23 janvier 2011

C'est la tristesse qui fait écrire.

   C'était comme dans les films. Deux demi-douzaines d'hommes noirs criaient, fumaient et buvaient à l'arrière du bus. Trois personnes gênées par le boucan étaient assises près du chauffeur : une mère quarantenaire avec une poussette rouge contenant un bébé qui geignait de temps à autres, une dame sereine ornée d'un regard alarmé ; un homme, le bonnet sur les yeux, était debout, sur l'endroit prévu pour les fauteuils roulants. Une jeune fille était assise un peu plus loin, avec un bouquin quelconque dans les mains : c'était moi. L'odeur de marijuana lui titillait les narines, elle n'arrivait pas à se concentrer sur sa lecture car un des gars avait une belle voix de présentateur radio, et il en usait et abusait avec grand bruit. A un arrêt, une femme aux longs cheveux châtains est rentrée, et, déterminée est venue s'asseoir sur la rangée de sièges qui était collée à celle des garçons de l'arrière. Durant tout le trajet sur son visage il était marqué qu'elle le regrettait amèrement. Et moi je lisais une phrase par minute car il n'y avait rien de plus magique que d'écouter la conversation qui résonnait dans tout le bus et qui ressemblait horriblement à n'importe quel dialogue d'un film de gangsters américain. Le groupe avait choisi un des leurs pour bouc-émissaire et avait commencé à le traiter de pédé sous prétexte qu'il n'aimait pas je ne sais plus quel rappeur. Et puis, ça a commencé à parler rap : on alluma du Snoop Dog sur un portable qui, à l'entendre, n'était pas fait pour servir d'enceinte...
   Je suis sortie du bus au même arrêt qu'eux, en plein centre-ville, et j'ai attendu le tramway à coté d'un groupe de gars bourrés qui n'arrivaient à marcher droit que lorsque passait une fourgonnette de flics. D'autres gars draguaient deux copines, visiblement pas très enchantées de faire la connaissance d'énièmes mâles lourds. Elles étaient habillées de gilets de coton épais, de mini-jupes et de collants, pas d'écharpe et des ballerines en faux cuir. Dehors, il faisait au moins zéro degrés. 
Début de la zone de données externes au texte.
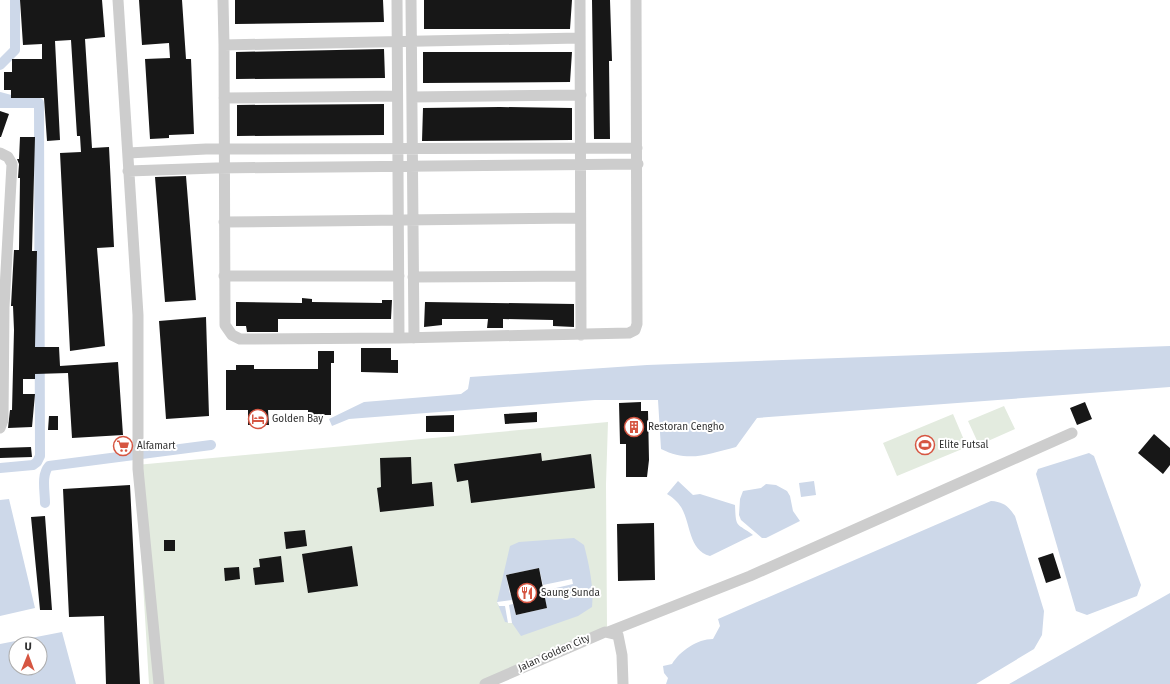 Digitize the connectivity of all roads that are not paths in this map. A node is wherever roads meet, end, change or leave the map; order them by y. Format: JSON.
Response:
{"nodes":[{"id":1,"x":118,"y":0,"type":"edge"},
{"id":2,"x":223,"y":0,"type":"edge"},
{"id":3,"x":397,"y":0,"type":"edge"},
{"id":4,"x":411,"y":0,"type":"edge"},
{"id":5,"x":580,"y":0,"type":"edge"},
{"id":6,"x":636,"y":0,"type":"edge"},
{"id":7,"x":580,"y":38,"type":"junction"},
{"id":8,"x":397,"y":41,"type":"junction"},
{"id":9,"x":411,"y":42,"type":"junction"},
{"id":10,"x":224,"y":45,"type":"junction"},
{"id":11,"x":581,"y":95,"type":"junction"},
{"id":12,"x":397,"y":96,"type":"junction"},
{"id":13,"x":412,"y":97,"type":"junction"},
{"id":14,"x":224,"y":98,"type":"junction"},
{"id":15,"x":496,"y":148,"type":"junction"},
{"id":16,"x":580,"y":148,"type":"junction"},
{"id":17,"x":637,"y":148,"type":"junction"},
{"id":18,"x":206,"y":149,"type":"junction"},
{"id":19,"x":224,"y":149,"type":"junction"},
{"id":20,"x":311,"y":149,"type":"junction"},
{"id":21,"x":398,"y":149,"type":"junction"},
{"id":22,"x":412,"y":149,"type":"junction"},
{"id":23,"x":0,"y":153,"type":"edge"},
{"id":24,"x":128,"y":153,"type":"junction"},
{"id":25,"x":638,"y":164,"type":"junction"},
{"id":26,"x":580,"y":165,"type":"junction"},
{"id":27,"x":412,"y":166,"type":"junction"},
{"id":28,"x":496,"y":166,"type":"junction"},
{"id":29,"x":312,"y":167,"type":"junction"},
{"id":30,"x":398,"y":167,"type":"junction"},
{"id":31,"x":206,"y":168,"type":"junction"},
{"id":32,"x":223,"y":168,"type":"junction"},
{"id":33,"x":128,"y":171,"type":"junction"},
{"id":34,"x":579,"y":218,"type":"junction"},
{"id":35,"x":412,"y":220,"type":"junction"},
{"id":36,"x":399,"y":221,"type":"junction"},
{"id":37,"x":224,"y":222,"type":"junction"},
{"id":38,"x":4,"y":253,"type":"edge"},
{"id":39,"x":224,"y":276,"type":"junction"},
{"id":40,"x":400,"y":276,"type":"junction"},
{"id":41,"x":580,"y":276,"type":"junction"},
{"id":42,"x":413,"y":277,"type":"junction"},
{"id":43,"x":2,"y":307,"type":"edge"},
{"id":44,"x":581,"y":335,"type":"junction"},
{"id":45,"x":399,"y":338,"type":"junction"},
{"id":46,"x":414,"y":338,"type":"junction"},
{"id":47,"x":0,"y":428,"type":"edge"},
{"id":48,"x":1072,"y":433,"type":"dead end"},
{"id":49,"x":605,"y":632,"type":"junction"},
{"id":50,"x":159,"y":684,"type":"edge"},
{"id":51,"x":485,"y":684,"type":"edge"},
{"id":52,"x":623,"y":684,"type":"edge"}],
"edges":[{"from":1,"to":24,"type":"street"},
{"from":2,"to":10,"type":"street"},
{"from":3,"to":8,"type":"street"},
{"from":4,"to":9,"type":"street"},
{"from":5,"to":7,"type":"street"},
{"from":6,"to":17,"type":"street"},
{"from":7,"to":9,"type":"street"},
{"from":7,"to":11,"type":"street"},
{"from":8,"to":9,"type":"street"},
{"from":8,"to":10,"type":"street"},
{"from":8,"to":12,"type":"street"},
{"from":9,"to":13,"type":"street"},
{"from":10,"to":14,"type":"street"},
{"from":11,"to":13,"type":"street"},
{"from":11,"to":16,"type":"street"},
{"from":12,"to":14,"type":"street"},
{"from":12,"to":21,"type":"street"},
{"from":13,"to":22,"type":"street"},
{"from":14,"to":19,"type":"street"},
{"from":15,"to":16,"type":"street"},
{"from":15,"to":22,"type":"street"},
{"from":15,"to":28,"type":"street"},
{"from":16,"to":17,"type":"street"},
{"from":16,"to":26,"type":"street"},
{"from":17,"to":25,"type":"street"},
{"from":18,"to":19,"type":"street"},
{"from":18,"to":24,"type":"street"},
{"from":18,"to":31,"type":"street"},
{"from":19,"to":20,"type":"street"},
{"from":19,"to":32,"type":"street"},
{"from":20,"to":21,"type":"street"},
{"from":20,"to":29,"type":"street"},
{"from":21,"to":22,"type":"street"},
{"from":21,"to":30,"type":"street"},
{"from":22,"to":27,"type":"street"},
{"from":23,"to":38,"type":"street"},
{"from":24,"to":33,"type":"street"},
{"from":25,"to":26,"type":"street"},
{"from":25,"to":44,"type":"street"},
{"from":26,"to":28,"type":"street"},
{"from":26,"to":34,"type":"street"},
{"from":27,"to":28,"type":"street"},
{"from":27,"to":30,"type":"street"},
{"from":27,"to":35,"type":"street"},
{"from":29,"to":30,"type":"street"},
{"from":29,"to":32,"type":"street"},
{"from":30,"to":36,"type":"street"},
{"from":31,"to":32,"type":"street"},
{"from":31,"to":33,"type":"street"},
{"from":32,"to":37,"type":"street"},
{"from":33,"to":50,"type":"street"},
{"from":34,"to":35,"type":"street"},
{"from":34,"to":41,"type":"street"},
{"from":35,"to":36,"type":"street"},
{"from":35,"to":42,"type":"street"},
{"from":36,"to":37,"type":"street"},
{"from":36,"to":40,"type":"street"},
{"from":37,"to":39,"type":"street"},
{"from":38,"to":43,"type":"street"},
{"from":39,"to":40,"type":"street"},
{"from":39,"to":45,"type":"street"},
{"from":40,"to":45,"type":"street"},
{"from":41,"to":42,"type":"street"},
{"from":41,"to":44,"type":"street"},
{"from":42,"to":46,"type":"street"},
{"from":43,"to":47,"type":"street"},
{"from":44,"to":46,"type":"street"},
{"from":45,"to":46,"type":"street"},
{"from":48,"to":49,"type":"street","name":"Jalan Golden City"},
{"from":49,"to":51,"type":"street","name":"Jalan Golden City"},
{"from":49,"to":52,"type":"street"}]}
C'était comme dans les films, à cause de l'alcool. Au lieu de le calmer, le fait de vomir l'a rendu encore plus agressif et paranoïaque. L'homme, tout en crachant dans la cuvette des WC, était en train de reprocher mille choses à sa partenaire, qui l'aidait à vomir. La femme, indignée et blessée, sortit en courant des toilettes et tomba pleurante de rage sur leur lit. Puis il vint la rejoindre à moitié pour la consoler, à moitié pour lui crier encore dessus. Une pluie d'insultes, de meubles renversés, de claques et de vieilles disputes s'abattaient comme par miracle sur le couple, qui explosait, elle de l'intérieur, lui de l'extérieur. Alors il sortit de la chambre, et chaque mur du couloir lui servit de poire de boxe. Je pleurais car je n'avais pas assez de forces pour le retenir. C'est Charles et Giulia qui l'immobilisèrent tant bien que mal. J'ai entendu des envies de partir, des envies de suicides, des envies de meurtre sortir de sa bouche, des larmes tombaient de ses joues et s'écrasaient sur le sol, Dabou venait les lécher.
   Le matin, son réveil sonna deux, trois, quatre fois mais son corps gisant à mes cotés était trop endormi pour l'entendre. Je me réveillai vers midi, pour pleurer et me rendormis jusqu'à quinze heures, heure à laquelle il me prit dans ses bras en chuchotant des pardons qui n'avaient plus aucun intérêt.